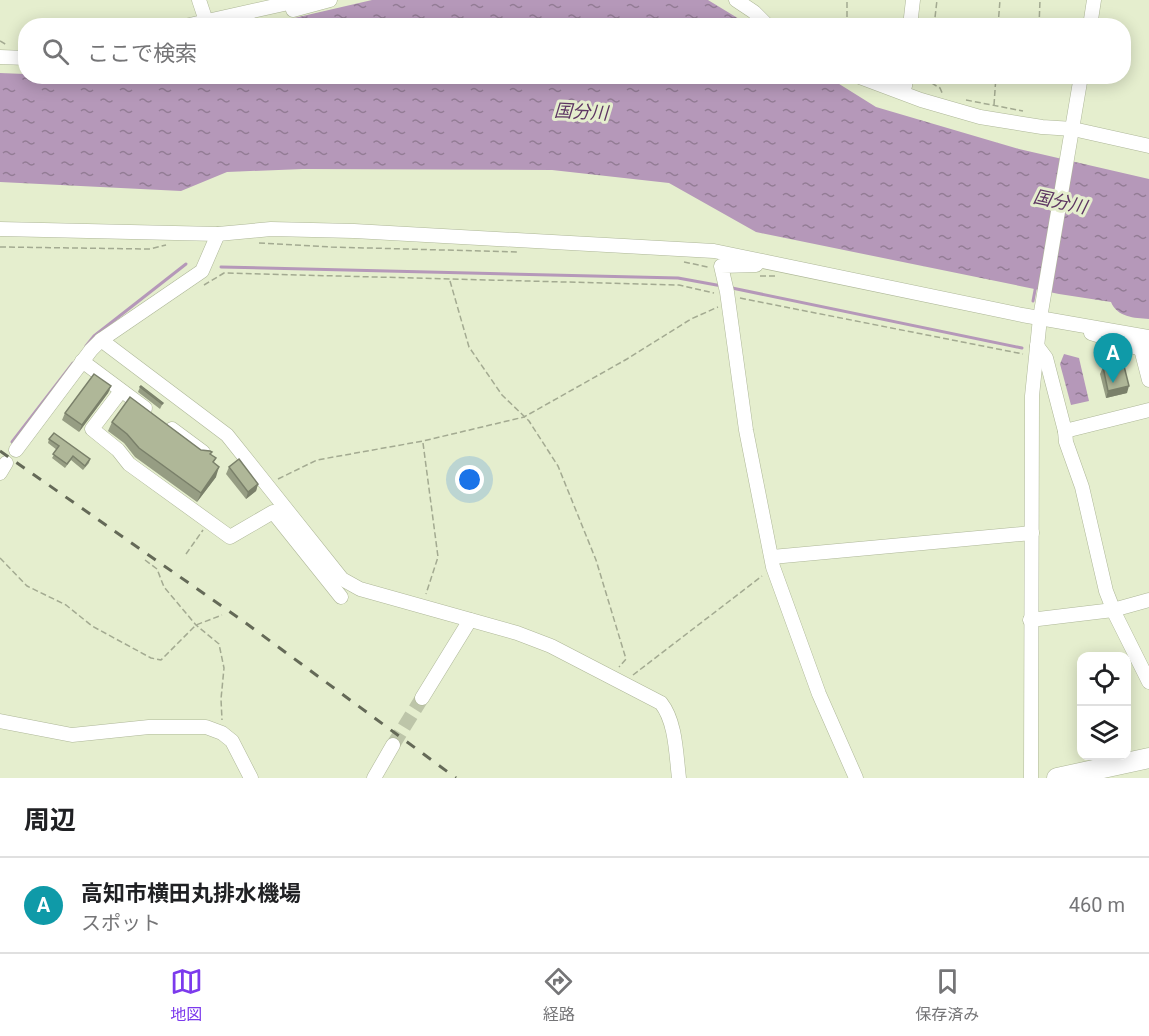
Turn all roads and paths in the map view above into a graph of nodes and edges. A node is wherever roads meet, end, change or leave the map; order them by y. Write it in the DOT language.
graph roads {
  1 [pos="199,0"];
  2 [pos="302,0"];
  3 [pos="330,0"];
  4 [pos="736,0"];
  5 [pos="847,0"];
  6 [pos="913,0"];
  7 [pos="937,0"];
  8 [pos="1000,0"];
  9 [pos="1040,0"];
  10 [pos="1094,0"];
  11 [pos="754,2"];
  12 [pos="205,18"];
  13 [pos="220,18"];
  14 [pos="259,18"];
  15 [pos="760,18"];
  16 [pos="772,18"];
  17 [pos="846,18"];
  18 [pos="911,18"];
  19 [pos="935,18"];
  20 [pos="999,18"];
  21 [pos="1039,18"];
  22 [pos="1091,18"];
  23 [pos="0,50"];
  24 [pos="18,50"];
  25 [pos="0,57"];
  26 [pos="18,58"];
  27 [pos="883,84"];
  28 [pos="908,84"];
  29 [pos="933,84"];
  30 [pos="995,84"];
  31 [pos="1079,84"];
  32 [pos="919,95"];
  33 [pos="947,99"];
  34 [pos="994,105"];
  35 [pos="1024,112"];
  36 [pos="1068,131"];
  37 [pos="1117,139"];
  38 [pos="1149,141"];
  39 [pos="1149,146"];
  40 [pos="0,229"];
  41 [pos="218,234"];
  42 [pos="260,243"];
  43 [pos="158,244"];
  44 [pos="0,247"];
  45 [pos="519,252"];
  46 [pos="679,254"];
  47 [pos="722,270"];
  48 [pos="784,271"];
  49 [pos="756,276"];
  50 [pos="450,280"];
  51 [pos="203,285"];
  52 [pos="728,297"];
  53 [pos="1041,313"];
  54 [pos="101,340"];
  55 [pos="1146,345"];
  56 [pos="1037,346"];
  57 [pos="1025,354"];
  58 [pos="82,361"];
  59 [pos="1149,380"];
  60 [pos="121,391"];
  61 [pos="1149,410"];
  62 [pos="524,417"];
  63 [pos="1065,431"];
  64 [pos="423,441"];
  65 [pos="16,450"];
  66 [pos="204,452"];
  67 [pos="267,485"];
  68 [pos="209,522"];
  69 [pos="1032,533"];
  70 [pos="186,554"];
  71 [pos="0,558"];
  72 [pos="145,560"];
  73 [pos="773,562"];
  74 [pos="341,597"];
  75 [pos="1149,600"];
  76 [pos="422,607"];
  77 [pos="1113,610"];
  78 [pos="222,615"];
  79 [pos="470,620"];
  80 [pos="1030,620"];
  81 [pos="196,625"];
  82 [pos="616,680"];
  83 [pos="1149,682"];
  84 [pos="422,698"];
  85 [pos="0,721"];
  86 [pos="222,733"];
  87 [pos="393,746"];
  88 [pos="1149,758"];
  89 [pos="1149,771"];
  90 [pos="251,778"];
  91 [pos="374,778"];
  92 [pos="680,778"];
  93 [pos="856,778"];
  94 [pos="1031,778"];
  95 [pos="1057,778"];
  96 [pos="1120,778"];
  1 -- 12 [label="street"];
  2 -- 13 [label="street"];
  3 -- 14 [label="street"];
  4 -- 15 [label="street"];
  5 -- 17 [label="path"];
  6 -- 18 [label="street"];
  7 -- 19 [label="path"];
  8 -- 20 [label="path"];
  9 -- 21 [label="path"];
  10 -- 22 [label="street"];
  11 -- 16 [label="street"];
  23 -- 24 [label="street"];
  25 -- 26 [label="street"];
  27 -- 32 [label="street"];
  28 -- 32 [label="street"];
  29 -- 33 [label="path"];
  30 -- 34 [label="path"];
  31 -- 36 [label="street"];
  32 -- 33 [label="street"];
  32 -- 36 [label="street"];
  33 -- 34 [label="path"];
  33 -- 36 [label="street"];
  34 -- 35 [label="path"];
  36 -- 37 [label="street"];
  36 -- 53 [label="street"];
  37 -- 38 [label="street"];
  37 -- 39 [label="street"];
  40 -- 41 [label="street"];
  41 -- 46 [label="street"];
  41 -- 54 [label="street"];
  42 -- 45 [label="path"];
  43 -- 44 [label="path"];
  46 -- 47 [label="street"];
  46 -- 47 [label="path"];
  46 -- 48 [label="street"];
  47 -- 48 [label="street"];
  47 -- 52 [label="street"];
  48 -- 49 [label="path"];
  48 -- 53 [label="street"];
  50 -- 51 [label="path"];
  50 -- 52 [label="path"];
  50 -- 62 [label="path"];
  52 -- 57 [label="path"];
  52 -- 62 [label="path"];
  52 -- 73 [label="street"];
  53 -- 55 [label="street"];
  53 -- 56 [label="street"];
  54 -- 58 [label="street"];
  54 -- 67 [label="street"];
  55 -- 59 [label="street"];
  56 -- 63 [label="street"];
  56 -- 69 [label="street"];
  58 -- 60 [label="street"];
  58 -- 65 [label="street"];
  60 -- 66 [label="street"];
  60 -- 68 [label="street"];
  61 -- 63 [label="street"];
  62 -- 64 [label="path"];
  62 -- 82 [label="path"];
  63 -- 77 [label="street"];
  64 -- 67 [label="path"];
  64 -- 76 [label="path"];
  67 -- 76 [label="street"];
  68 -- 70 [label="path"];
  68 -- 74 [label="street"];
  69 -- 73 [label="street"];
  69 -- 80 [label="street"];
  71 -- 81 [label="path"];
  72 -- 81 [label="path"];
  73 -- 82 [label="path"];
  73 -- 93 [label="street"];
  75 -- 77 [label="street"];
  76 -- 79 [label="street"];
  77 -- 80 [label="street"];
  77 -- 83 [label="street"];
  78 -- 81 [label="path"];
  79 -- 82 [label="street"];
  79 -- 84 [label="street"];
  80 -- 94 [label="street"];
  81 -- 86 [label="path"];
  82 -- 92 [label="street"];
  85 -- 86 [label="street"];
  86 -- 90 [label="street"];
  87 -- 91 [label="street"];
  88 -- 95 [label="highway"];
  89 -- 96 [label="highway"];
}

··········

* EXERCISE GOAL
All of the entries above should be copied exactly, with the images left out.

* FINISHED EXERCISE
Turn all roads and paths in the map view above into a graph of nodes and edges. A node is wherever roads meet, end, change or leave the map; order them by y. Write it in the DOT language.
graph roads {
  1 [pos="199,0"];
  2 [pos="302,0"];
  3 [pos="330,0"];
  4 [pos="736,0"];
  5 [pos="847,0"];
  6 [pos="913,0"];
  7 [pos="937,0"];
  8 [pos="1000,0"];
  9 [pos="1040,0"];
  10 [pos="1094,0"];
  11 [pos="754,2"];
  12 [pos="205,18"];
  13 [pos="220,18"];
  14 [pos="259,18"];
  15 [pos="760,18"];
  16 [pos="772,18"];
  17 [pos="846,18"];
  18 [pos="911,18"];
  19 [pos="935,18"];
  20 [pos="999,18"];
  21 [pos="1039,18"];
  22 [pos="1091,18"];
  23 [pos="0,50"];
  24 [pos="18,50"];
  25 [pos="0,57"];
  26 [pos="18,58"];
  27 [pos="883,84"];
  28 [pos="908,84"];
  29 [pos="933,84"];
  30 [pos="995,84"];
  31 [pos="1079,84"];
  32 [pos="919,95"];
  33 [pos="947,99"];
  34 [pos="994,105"];
  35 [pos="1024,112"];
  36 [pos="1068,131"];
  37 [pos="1117,139"];
  38 [pos="1149,141"];
  39 [pos="1149,146"];
  40 [pos="0,229"];
  41 [pos="218,234"];
  42 [pos="260,243"];
  43 [pos="158,244"];
  44 [pos="0,247"];
  45 [pos="519,252"];
  46 [pos="679,254"];
  47 [pos="722,270"];
  48 [pos="784,271"];
  49 [pos="756,276"];
  50 [pos="450,280"];
  51 [pos="203,285"];
  52 [pos="728,297"];
  53 [pos="1041,313"];
  54 [pos="101,340"];
  55 [pos="1146,345"];
  56 [pos="1037,346"];
  57 [pos="1025,354"];
  58 [pos="82,361"];
  59 [pos="1149,380"];
  60 [pos="121,391"];
  61 [pos="1149,410"];
  62 [pos="524,417"];
  63 [pos="1065,431"];
  64 [pos="423,441"];
  65 [pos="16,450"];
  66 [pos="204,452"];
  67 [pos="267,485"];
  68 [pos="209,522"];
  69 [pos="1032,533"];
  70 [pos="186,554"];
  71 [pos="0,558"];
  72 [pos="145,560"];
  73 [pos="773,562"];
  74 [pos="341,597"];
  75 [pos="1149,600"];
  76 [pos="422,607"];
  77 [pos="1113,610"];
  78 [pos="222,615"];
  79 [pos="470,620"];
  80 [pos="1030,620"];
  81 [pos="196,625"];
  82 [pos="616,680"];
  83 [pos="1149,682"];
  84 [pos="422,698"];
  85 [pos="0,721"];
  86 [pos="222,733"];
  87 [pos="393,746"];
  88 [pos="1149,758"];
  89 [pos="1149,771"];
  90 [pos="251,778"];
  91 [pos="374,778"];
  92 [pos="680,778"];
  93 [pos="856,778"];
  94 [pos="1031,778"];
  95 [pos="1057,778"];
  96 [pos="1120,778"];
  1 -- 12 [label="street"];
  2 -- 13 [label="street"];
  3 -- 14 [label="street"];
  4 -- 15 [label="street"];
  5 -- 17 [label="path"];
  6 -- 18 [label="street"];
  7 -- 19 [label="path"];
  8 -- 20 [label="path"];
  9 -- 21 [label="path"];
  10 -- 22 [label="street"];
  11 -- 16 [label="street"];
  23 -- 24 [label="street"];
  25 -- 26 [label="street"];
  27 -- 32 [label="street"];
  28 -- 32 [label="street"];
  29 -- 33 [label="path"];
  30 -- 34 [label="path"];
  31 -- 36 [label="street"];
  32 -- 33 [label="street"];
  32 -- 36 [label="street"];
  33 -- 34 [label="path"];
  33 -- 36 [label="street"];
  34 -- 35 [label="path"];
  36 -- 37 [label="street"];
  36 -- 53 [label="street"];
  37 -- 38 [label="street"];
  37 -- 39 [label="street"];
  40 -- 41 [label="street"];
  41 -- 46 [label="street"];
  41 -- 54 [label="street"];
  42 -- 45 [label="path"];
  43 -- 44 [label="path"];
  46 -- 47 [label="street"];
  46 -- 47 [label="path"];
  46 -- 48 [label="street"];
  47 -- 48 [label="street"];
  47 -- 52 [label="street"];
  48 -- 49 [label="path"];
  48 -- 53 [label="street"];
  50 -- 51 [label="path"];
  50 -- 52 [label="path"];
  50 -- 62 [label="path"];
  52 -- 57 [label="path"];
  52 -- 62 [label="path"];
  52 -- 73 [label="street"];
  53 -- 55 [label="street"];
  53 -- 56 [label="street"];
  54 -- 58 [label="street"];
  54 -- 67 [label="street"];
  55 -- 59 [label="street"];
  56 -- 63 [label="street"];
  56 -- 69 [label="street"];
  58 -- 60 [label="street"];
  58 -- 65 [label="street"];
  60 -- 66 [label="street"];
  60 -- 68 [label="street"];
  61 -- 63 [label="street"];
  62 -- 64 [label="path"];
  62 -- 82 [label="path"];
  63 -- 77 [label="street"];
  64 -- 67 [label="path"];
  64 -- 76 [label="path"];
  67 -- 76 [label="street"];
  68 -- 70 [label="path"];
  68 -- 74 [label="street"];
  69 -- 73 [label="street"];
  69 -- 80 [label="street"];
  71 -- 81 [label="path"];
  72 -- 81 [label="path"];
  73 -- 82 [label="path"];
  73 -- 93 [label="street"];
  75 -- 77 [label="street"];
  76 -- 79 [label="street"];
  77 -- 80 [label="street"];
  77 -- 83 [label="street"];
  78 -- 81 [label="path"];
  79 -- 82 [label="street"];
  79 -- 84 [label="street"];
  80 -- 94 [label="street"];
  81 -- 86 [label="path"];
  82 -- 92 [label="street"];
  85 -- 86 [label="street"];
  86 -- 90 [label="street"];
  87 -- 91 [label="street"];
  88 -- 95 [label="highway"];
  89 -- 96 [label="highway"];
}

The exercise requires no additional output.